**PROBLEM DESCRIPTION:**
Your answer is the line containing "wrist: (225, 249)" plus every line after it to the end of the data below, transcribed exactly and with nothing else.

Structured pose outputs
----
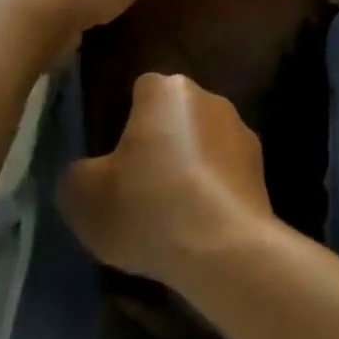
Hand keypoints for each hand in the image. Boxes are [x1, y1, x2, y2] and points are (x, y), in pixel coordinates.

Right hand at [57, 73, 278, 287]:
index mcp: (168, 90)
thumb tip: (88, 172)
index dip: (124, 120)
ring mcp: (242, 132)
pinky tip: (198, 226)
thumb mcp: (83, 196)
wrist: (225, 249)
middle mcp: (210, 98)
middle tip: (137, 185)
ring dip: (189, 166)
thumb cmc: (147, 207)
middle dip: (159, 141)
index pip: (140, 90)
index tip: (113, 157)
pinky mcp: (261, 169)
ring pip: (202, 143)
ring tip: (169, 213)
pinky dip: (211, 190)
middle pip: (174, 115)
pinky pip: (223, 173)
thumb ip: (77, 173)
----
**YOUR RESPONSE:**
wrist: (225, 249)
middle mcp: (210, 98)
middle tip: (137, 185)
ring dip: (189, 166)
thumb cmc: (147, 207)
middle dip: (159, 141)
index pip: (140, 90)
index tip: (113, 157)
pinky mcp: (261, 169)
ring pip: (202, 143)
ring tip: (169, 213)
pinky dip: (211, 190)
middle pip: (174, 115)
pinky pip: (223, 173)
thumb ip: (77, 173)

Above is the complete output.